== Description of the task ==
Reproduce every record below exactly, without the pictures.
Segment Start: Raw data
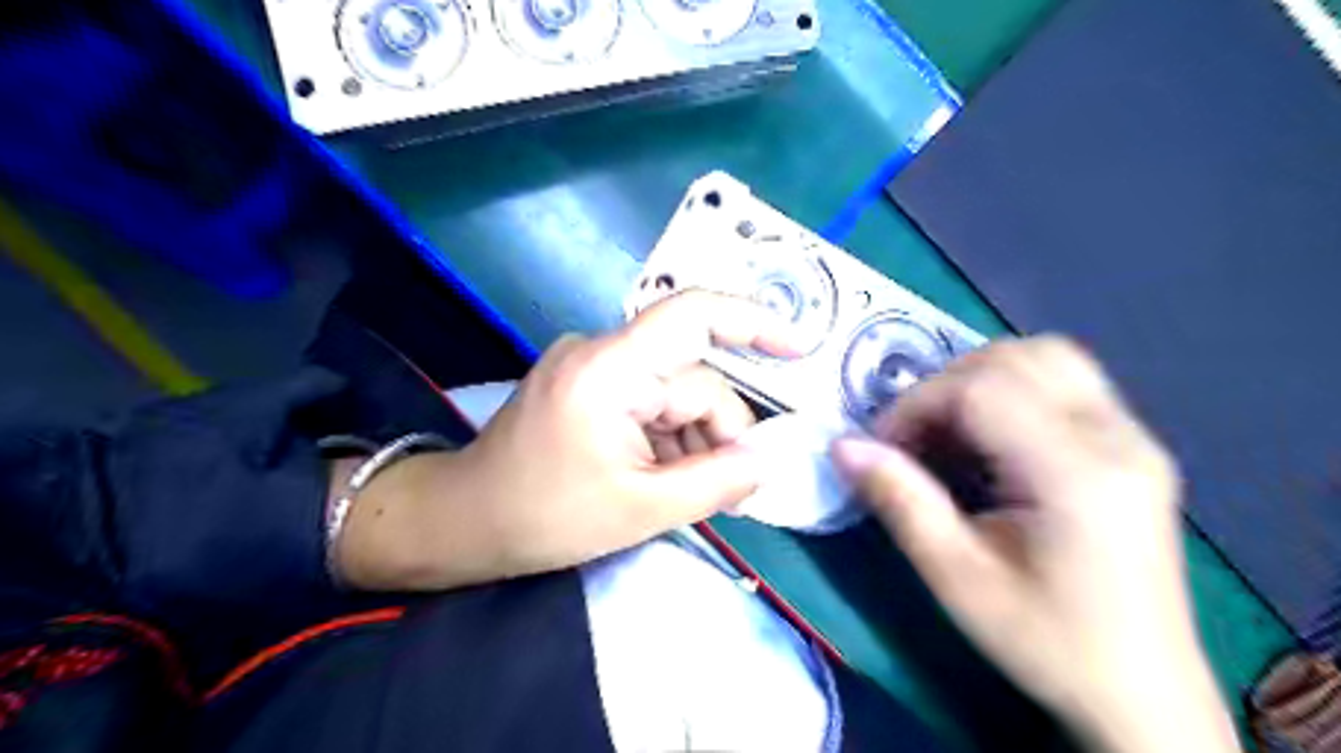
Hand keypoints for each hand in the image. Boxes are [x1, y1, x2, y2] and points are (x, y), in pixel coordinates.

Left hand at [334, 291, 794, 591]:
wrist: (463, 522)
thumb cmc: (543, 517)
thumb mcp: (640, 509)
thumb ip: (716, 482)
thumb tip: (769, 459)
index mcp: (610, 369)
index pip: (692, 316)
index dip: (753, 322)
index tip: (799, 347)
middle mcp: (603, 352)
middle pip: (692, 377)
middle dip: (718, 431)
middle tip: (732, 489)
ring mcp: (593, 367)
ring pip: (674, 394)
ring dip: (693, 440)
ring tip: (688, 492)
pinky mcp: (589, 385)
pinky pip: (649, 401)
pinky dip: (668, 438)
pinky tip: (662, 477)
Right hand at [834, 338, 1240, 751]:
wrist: (1142, 694)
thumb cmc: (1046, 642)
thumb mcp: (956, 578)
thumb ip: (899, 501)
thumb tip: (842, 446)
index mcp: (1078, 475)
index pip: (982, 389)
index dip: (917, 405)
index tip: (882, 447)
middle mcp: (1118, 438)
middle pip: (1017, 358)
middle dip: (946, 384)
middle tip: (915, 438)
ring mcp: (1135, 437)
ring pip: (1046, 357)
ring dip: (979, 379)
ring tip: (949, 433)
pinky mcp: (1135, 445)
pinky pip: (1064, 382)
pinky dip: (1011, 392)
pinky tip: (991, 442)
Segment End: Raw data
== Result of this exercise ==
Hand keypoints for each hand in the image. Boxes are [x1, y1, x2, y2] and points are (x, y), in pixel coordinates.

Left hand at [334, 291, 794, 591]:
wrist: (463, 522)
thumb cmc: (543, 517)
thumb mcp: (640, 509)
thumb ip: (716, 482)
thumb tip: (769, 459)
index mcp: (610, 369)
index pip: (692, 316)
index dip: (753, 322)
index tip: (799, 347)
middle mcp: (603, 352)
middle pip: (692, 377)
middle dip: (718, 431)
middle tip: (732, 489)
ring mcp: (593, 367)
ring pip: (674, 394)
ring dip: (693, 440)
ring tip: (688, 492)
pinky mcp: (589, 385)
pinky pip: (649, 401)
pinky dip: (668, 438)
pinky tip: (662, 477)
Right hand at [834, 338, 1240, 751]:
wrist: (1142, 694)
thumb cmc: (1046, 642)
thumb mcp: (956, 578)
thumb ip: (899, 501)
thumb tip: (842, 446)
index mcp: (1078, 475)
index pip: (982, 389)
index dip: (917, 405)
index tip: (882, 447)
middle mcp: (1118, 438)
middle pip: (1017, 358)
middle dip: (946, 384)
middle tip: (915, 438)
ring mcp: (1135, 437)
ring pip: (1046, 357)
ring dip: (979, 379)
ring tip: (949, 433)
pinky mcp: (1135, 445)
pinky pip: (1064, 382)
pinky dip: (1011, 392)
pinky tip: (991, 442)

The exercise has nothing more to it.